# [Your instructions]
Please look for the string "Left" below and report every line in which it occurs.

# [Exercise data]
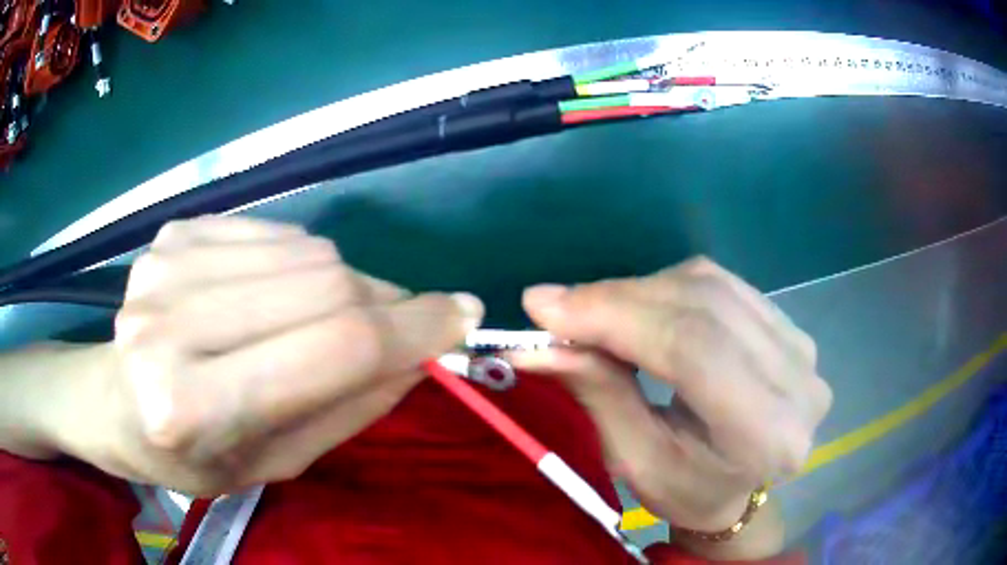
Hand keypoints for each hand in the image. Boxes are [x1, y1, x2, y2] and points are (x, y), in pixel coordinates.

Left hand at [54, 216, 482, 495]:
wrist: (112, 403)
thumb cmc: (190, 456)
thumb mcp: (273, 463)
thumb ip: (347, 408)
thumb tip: (419, 353)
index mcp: (195, 407)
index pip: (333, 348)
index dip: (412, 328)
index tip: (464, 315)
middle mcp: (171, 326)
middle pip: (323, 284)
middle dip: (383, 302)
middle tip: (399, 323)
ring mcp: (166, 267)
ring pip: (304, 250)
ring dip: (340, 284)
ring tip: (322, 320)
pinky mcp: (172, 234)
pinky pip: (272, 234)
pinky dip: (297, 263)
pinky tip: (273, 296)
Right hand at [512, 258, 830, 538]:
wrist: (741, 493)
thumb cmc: (688, 492)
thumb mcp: (636, 462)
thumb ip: (599, 395)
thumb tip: (538, 343)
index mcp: (767, 434)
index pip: (693, 347)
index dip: (616, 316)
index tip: (544, 306)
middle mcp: (798, 382)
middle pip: (704, 307)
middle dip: (620, 299)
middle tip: (557, 306)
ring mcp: (803, 348)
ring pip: (713, 286)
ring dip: (642, 291)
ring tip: (596, 312)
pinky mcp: (792, 328)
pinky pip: (725, 284)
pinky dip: (672, 288)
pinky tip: (643, 307)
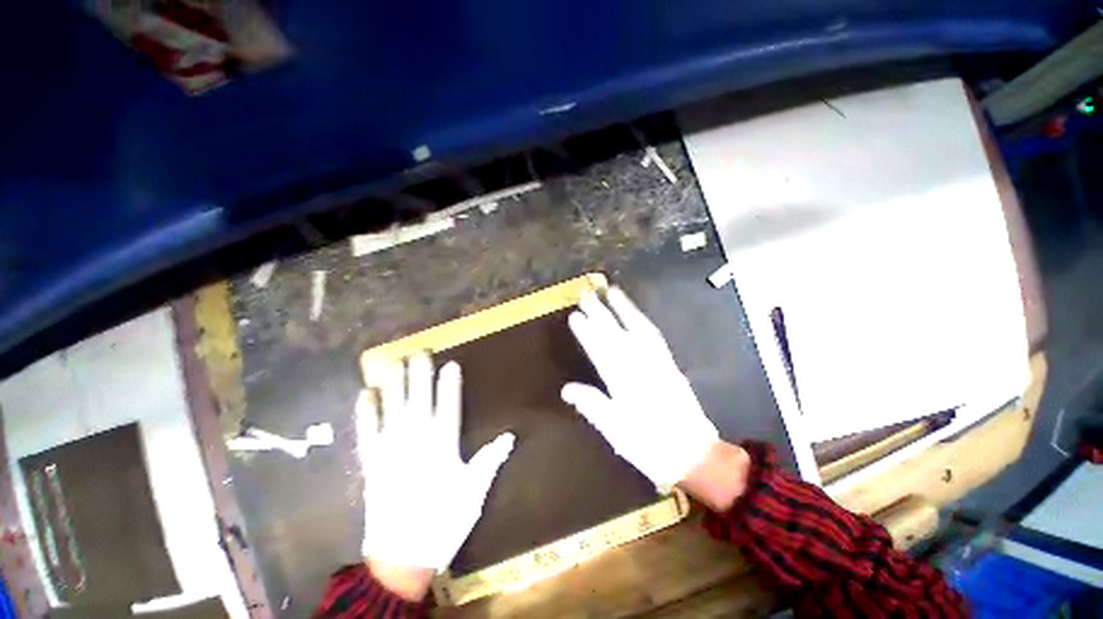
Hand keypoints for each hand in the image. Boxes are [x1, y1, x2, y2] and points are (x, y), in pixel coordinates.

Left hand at [358, 353, 514, 598]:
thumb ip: (489, 460)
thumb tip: (509, 436)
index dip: (450, 383)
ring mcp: (390, 450)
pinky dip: (365, 413)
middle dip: (419, 374)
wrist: (400, 558)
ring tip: (392, 362)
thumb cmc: (442, 521)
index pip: (448, 405)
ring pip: (392, 409)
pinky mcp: (371, 463)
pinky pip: (367, 432)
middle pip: (419, 400)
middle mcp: (416, 440)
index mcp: (442, 445)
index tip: (450, 363)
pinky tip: (364, 395)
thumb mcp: (473, 492)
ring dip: (393, 384)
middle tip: (418, 352)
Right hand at [561, 288, 718, 488]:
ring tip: (612, 292)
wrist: (694, 454)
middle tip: (586, 295)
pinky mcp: (670, 364)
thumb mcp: (616, 433)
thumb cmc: (650, 447)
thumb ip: (592, 406)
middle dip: (600, 313)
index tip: (575, 316)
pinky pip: (654, 337)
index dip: (587, 333)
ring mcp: (658, 362)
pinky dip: (642, 320)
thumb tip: (566, 389)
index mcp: (624, 384)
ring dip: (624, 308)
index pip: (600, 351)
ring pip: (638, 329)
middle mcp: (641, 367)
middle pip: (617, 334)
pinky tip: (635, 314)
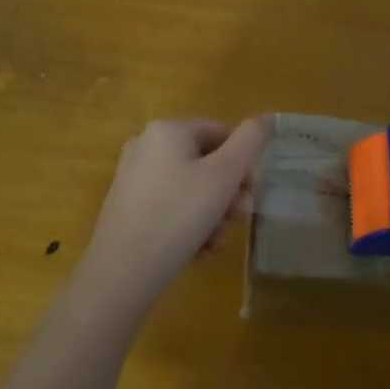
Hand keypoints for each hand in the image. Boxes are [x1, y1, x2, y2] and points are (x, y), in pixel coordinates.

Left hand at [78, 116, 272, 306]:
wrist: (123, 270)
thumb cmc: (178, 215)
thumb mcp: (224, 176)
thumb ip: (250, 142)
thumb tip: (266, 118)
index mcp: (168, 130)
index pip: (222, 133)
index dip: (244, 164)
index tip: (253, 196)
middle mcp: (147, 146)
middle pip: (207, 163)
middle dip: (229, 195)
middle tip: (238, 221)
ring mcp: (135, 177)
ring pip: (192, 190)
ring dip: (213, 216)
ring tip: (215, 244)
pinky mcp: (129, 207)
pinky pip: (172, 208)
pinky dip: (191, 226)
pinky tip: (199, 252)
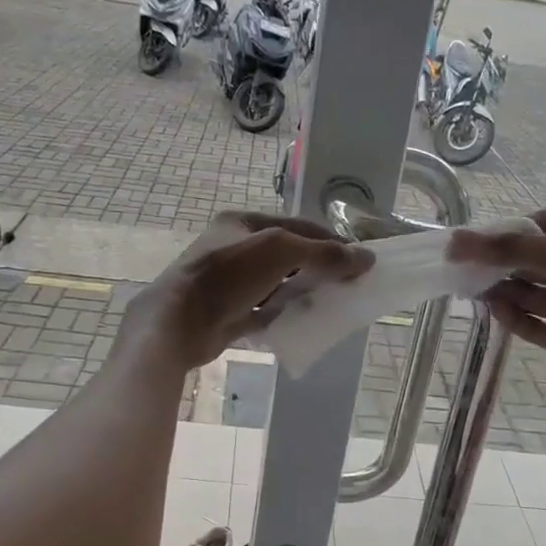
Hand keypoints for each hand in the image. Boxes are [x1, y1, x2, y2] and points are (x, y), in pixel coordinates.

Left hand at [121, 212, 372, 371]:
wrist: (179, 322)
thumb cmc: (228, 276)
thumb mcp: (281, 252)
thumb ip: (324, 254)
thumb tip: (367, 258)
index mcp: (242, 223)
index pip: (297, 225)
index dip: (330, 240)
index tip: (357, 260)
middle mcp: (235, 247)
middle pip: (288, 255)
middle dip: (317, 268)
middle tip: (346, 285)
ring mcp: (230, 282)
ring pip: (277, 284)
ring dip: (301, 292)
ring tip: (329, 304)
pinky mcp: (228, 312)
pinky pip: (265, 311)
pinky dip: (283, 315)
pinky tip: (302, 323)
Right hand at [450, 210, 545, 399]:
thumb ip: (511, 248)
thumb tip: (458, 241)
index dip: (516, 228)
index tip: (484, 238)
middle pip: (534, 260)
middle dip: (502, 260)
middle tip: (465, 263)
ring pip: (530, 294)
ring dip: (503, 289)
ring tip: (471, 286)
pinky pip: (533, 325)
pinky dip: (512, 317)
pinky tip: (492, 308)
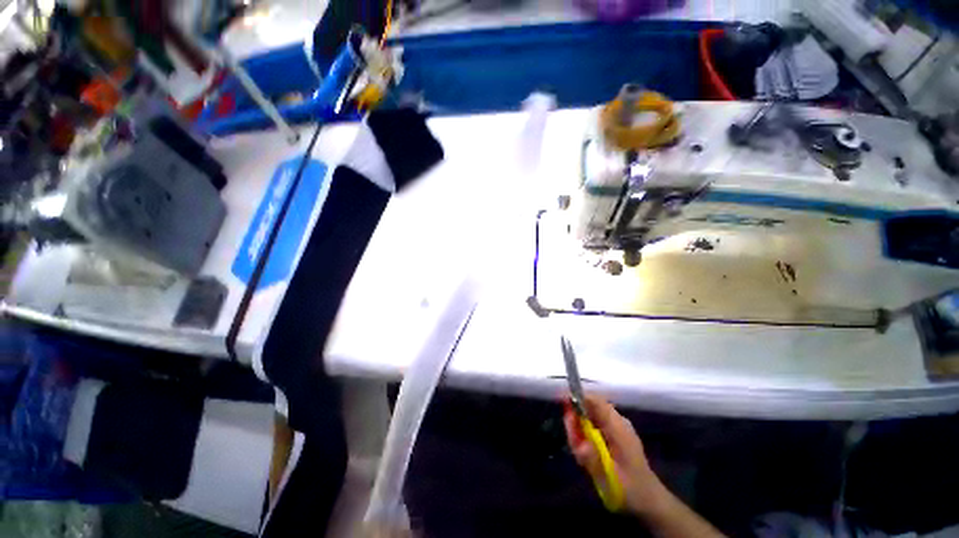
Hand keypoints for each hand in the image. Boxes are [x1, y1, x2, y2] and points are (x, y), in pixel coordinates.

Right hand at [563, 393, 666, 516]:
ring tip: (580, 453)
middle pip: (590, 407)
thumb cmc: (630, 489)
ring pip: (591, 416)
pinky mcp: (616, 435)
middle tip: (572, 439)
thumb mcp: (609, 478)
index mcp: (618, 427)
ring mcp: (618, 427)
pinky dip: (586, 435)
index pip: (595, 401)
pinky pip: (595, 425)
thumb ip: (593, 459)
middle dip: (576, 418)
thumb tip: (579, 444)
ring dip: (580, 429)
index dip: (577, 397)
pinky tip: (587, 454)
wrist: (651, 502)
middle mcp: (618, 422)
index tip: (561, 401)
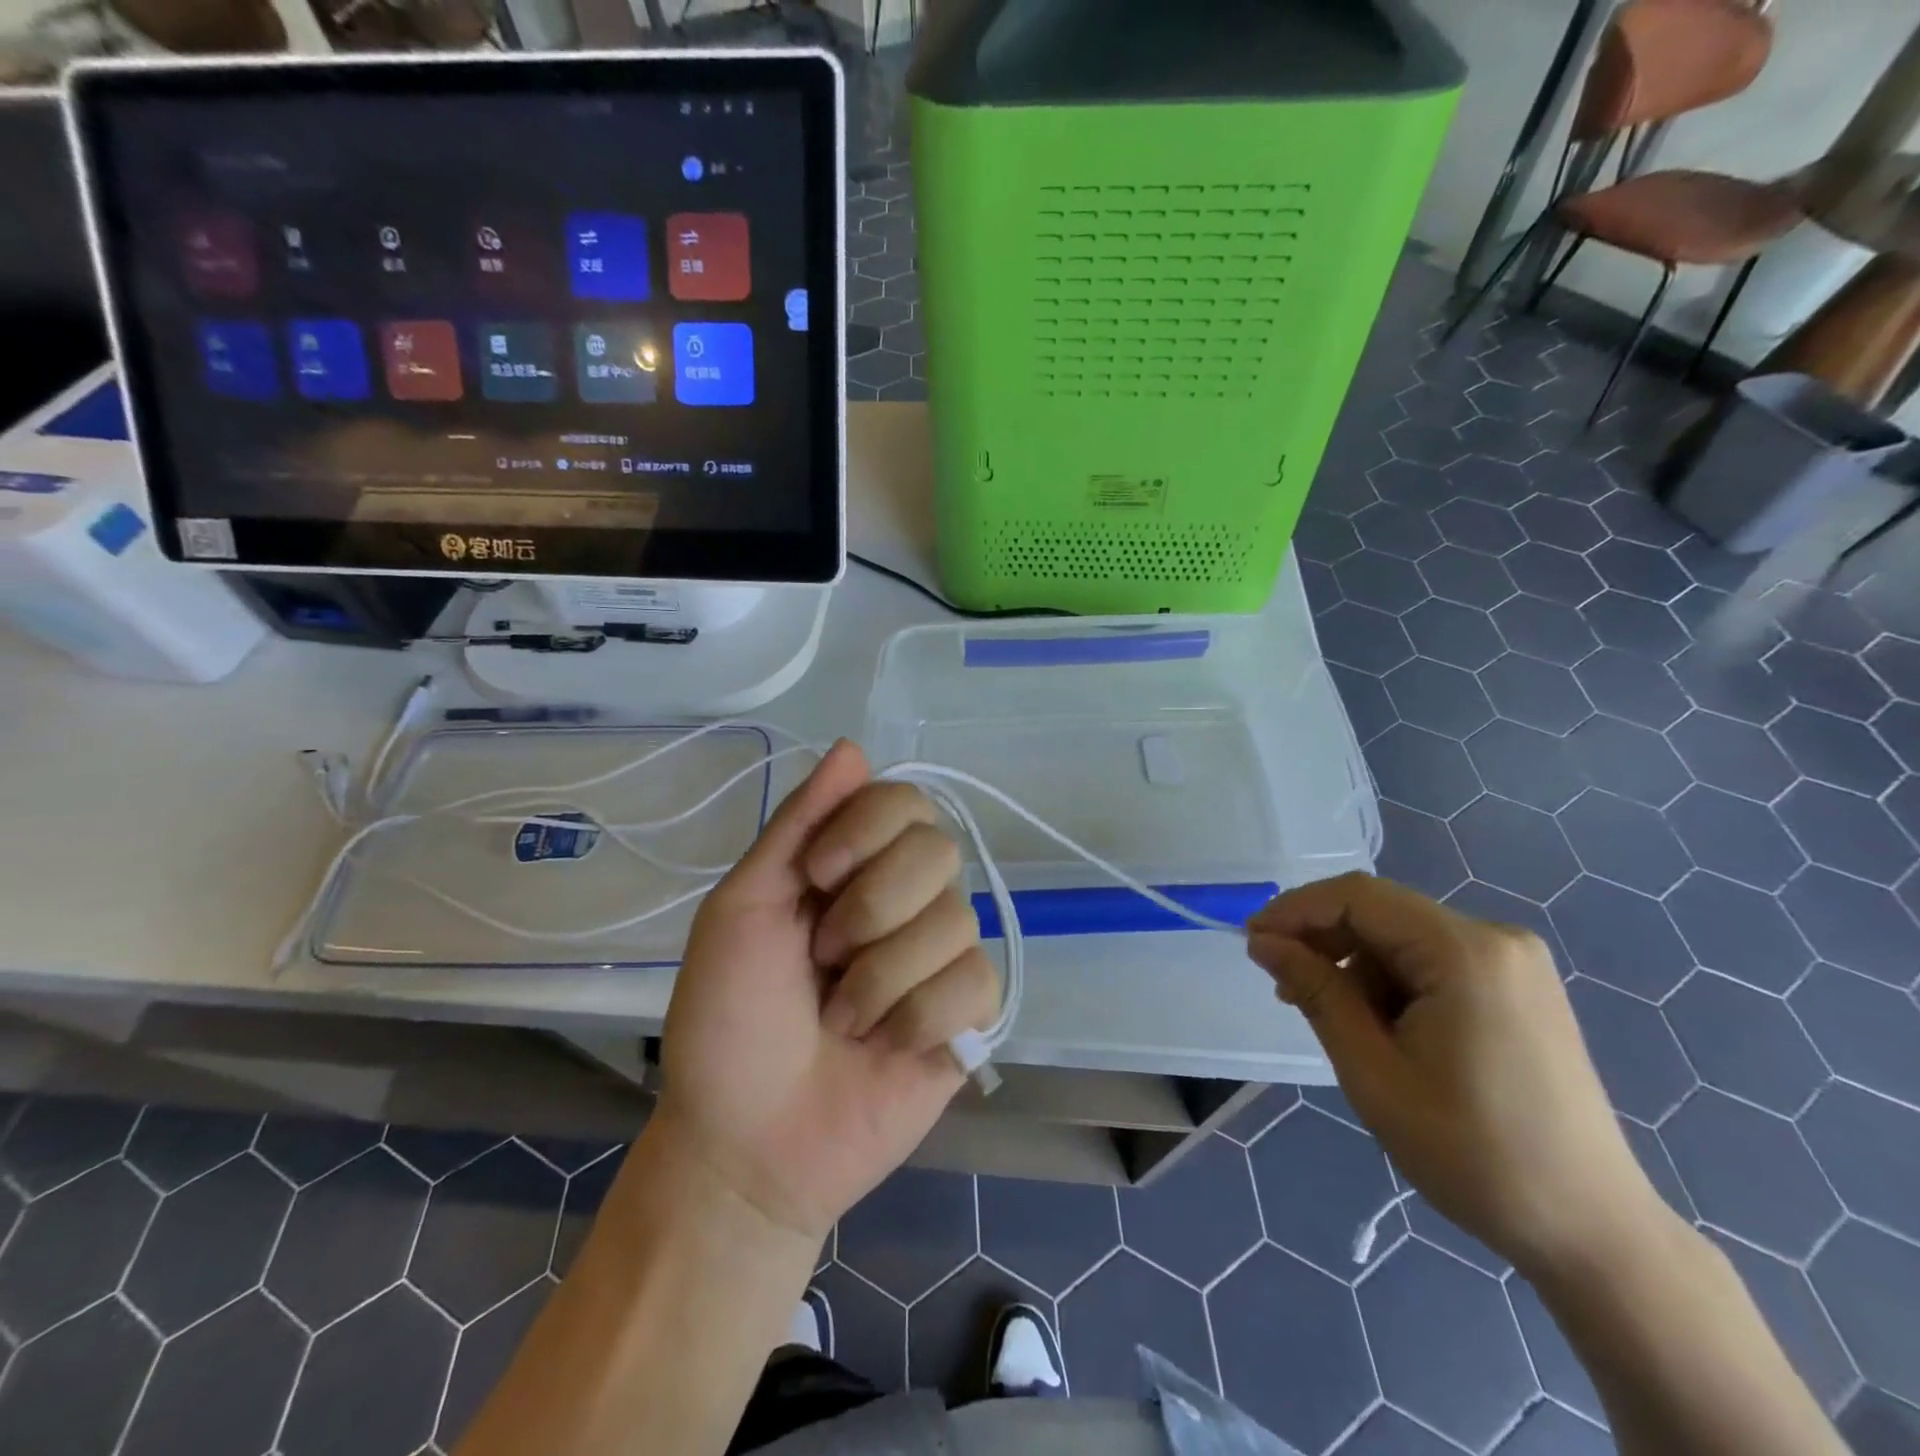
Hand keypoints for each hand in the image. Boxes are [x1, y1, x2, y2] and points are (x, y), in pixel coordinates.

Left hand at [656, 739, 999, 1247]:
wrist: (746, 1143)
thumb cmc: (728, 1019)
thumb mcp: (743, 908)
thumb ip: (799, 824)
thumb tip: (854, 745)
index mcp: (852, 866)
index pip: (903, 801)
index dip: (868, 830)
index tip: (819, 876)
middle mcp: (905, 899)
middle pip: (938, 851)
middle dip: (870, 911)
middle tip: (823, 962)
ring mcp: (940, 957)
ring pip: (954, 921)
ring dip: (881, 979)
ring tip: (841, 1021)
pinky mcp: (968, 1015)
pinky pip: (976, 982)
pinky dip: (919, 1018)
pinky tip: (886, 1048)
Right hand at [1246, 873, 1668, 1277]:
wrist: (1592, 1231)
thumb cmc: (1474, 1154)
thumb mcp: (1372, 1072)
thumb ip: (1316, 992)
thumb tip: (1264, 941)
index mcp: (1465, 953)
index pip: (1358, 897)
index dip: (1296, 910)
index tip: (1252, 943)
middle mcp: (1496, 939)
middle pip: (1382, 912)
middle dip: (1324, 941)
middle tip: (1283, 988)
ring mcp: (1514, 963)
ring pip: (1403, 937)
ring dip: (1356, 966)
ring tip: (1332, 1020)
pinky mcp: (1519, 988)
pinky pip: (1433, 961)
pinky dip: (1392, 982)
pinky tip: (1378, 1026)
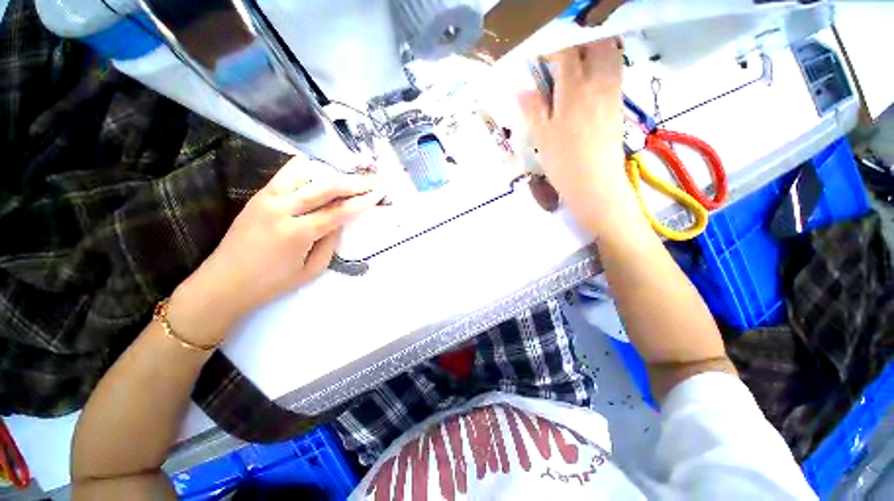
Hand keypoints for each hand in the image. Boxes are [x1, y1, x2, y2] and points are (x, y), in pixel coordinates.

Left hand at [170, 157, 383, 344]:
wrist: (222, 283)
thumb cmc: (271, 284)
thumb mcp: (311, 270)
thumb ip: (330, 243)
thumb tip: (340, 222)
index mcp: (297, 233)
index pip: (338, 211)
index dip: (362, 201)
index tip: (379, 193)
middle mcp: (282, 209)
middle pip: (326, 187)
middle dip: (354, 183)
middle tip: (373, 181)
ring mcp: (267, 198)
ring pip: (307, 174)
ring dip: (333, 175)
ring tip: (351, 178)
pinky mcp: (259, 195)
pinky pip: (287, 174)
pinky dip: (308, 170)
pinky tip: (321, 172)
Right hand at [519, 38, 644, 234]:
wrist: (595, 183)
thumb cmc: (563, 162)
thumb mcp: (541, 137)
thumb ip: (532, 109)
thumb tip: (521, 89)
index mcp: (573, 90)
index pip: (566, 52)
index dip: (552, 50)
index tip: (540, 59)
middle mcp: (597, 84)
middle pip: (596, 44)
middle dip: (578, 44)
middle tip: (562, 60)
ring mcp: (612, 93)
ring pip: (611, 55)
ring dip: (594, 52)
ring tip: (577, 68)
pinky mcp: (619, 106)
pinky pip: (616, 73)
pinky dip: (604, 68)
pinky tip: (589, 85)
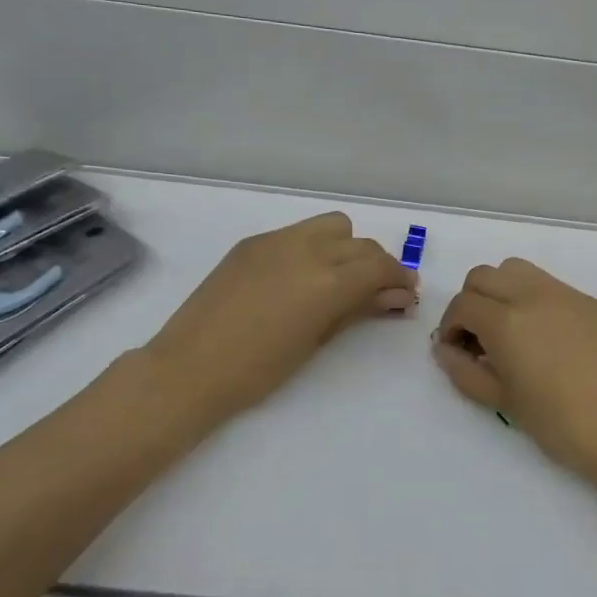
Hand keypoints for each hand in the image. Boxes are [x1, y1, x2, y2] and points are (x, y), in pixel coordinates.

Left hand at [133, 212, 417, 433]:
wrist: (189, 369)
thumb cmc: (259, 370)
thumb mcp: (317, 340)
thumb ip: (359, 309)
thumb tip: (397, 296)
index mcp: (327, 281)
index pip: (380, 265)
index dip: (400, 278)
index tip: (406, 294)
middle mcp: (307, 250)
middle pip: (360, 244)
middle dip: (377, 265)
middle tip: (378, 292)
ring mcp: (276, 240)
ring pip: (332, 226)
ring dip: (347, 247)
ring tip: (339, 277)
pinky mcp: (252, 242)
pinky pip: (298, 233)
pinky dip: (313, 247)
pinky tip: (301, 277)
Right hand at [433, 258, 596, 505]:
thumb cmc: (560, 424)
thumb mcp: (503, 402)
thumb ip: (466, 371)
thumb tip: (445, 350)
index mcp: (506, 320)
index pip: (462, 305)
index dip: (450, 327)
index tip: (456, 352)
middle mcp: (532, 294)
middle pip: (484, 276)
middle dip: (471, 303)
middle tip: (478, 340)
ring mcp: (566, 294)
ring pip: (516, 270)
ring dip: (501, 292)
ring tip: (509, 332)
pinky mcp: (591, 303)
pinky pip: (550, 285)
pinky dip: (532, 298)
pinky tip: (545, 337)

# [Written answer]
Left hand at [54, 216, 482, 495]:
Left hand at [358, 353, 514, 598]:
Left hand at [78, 116, 272, 306]:
Left hand at [121, 212, 372, 371]:
Left hand at [656, 739, 999, 1247]:
Left hand at [170, 157, 383, 344]:
Left hand at [133, 212, 417, 433]:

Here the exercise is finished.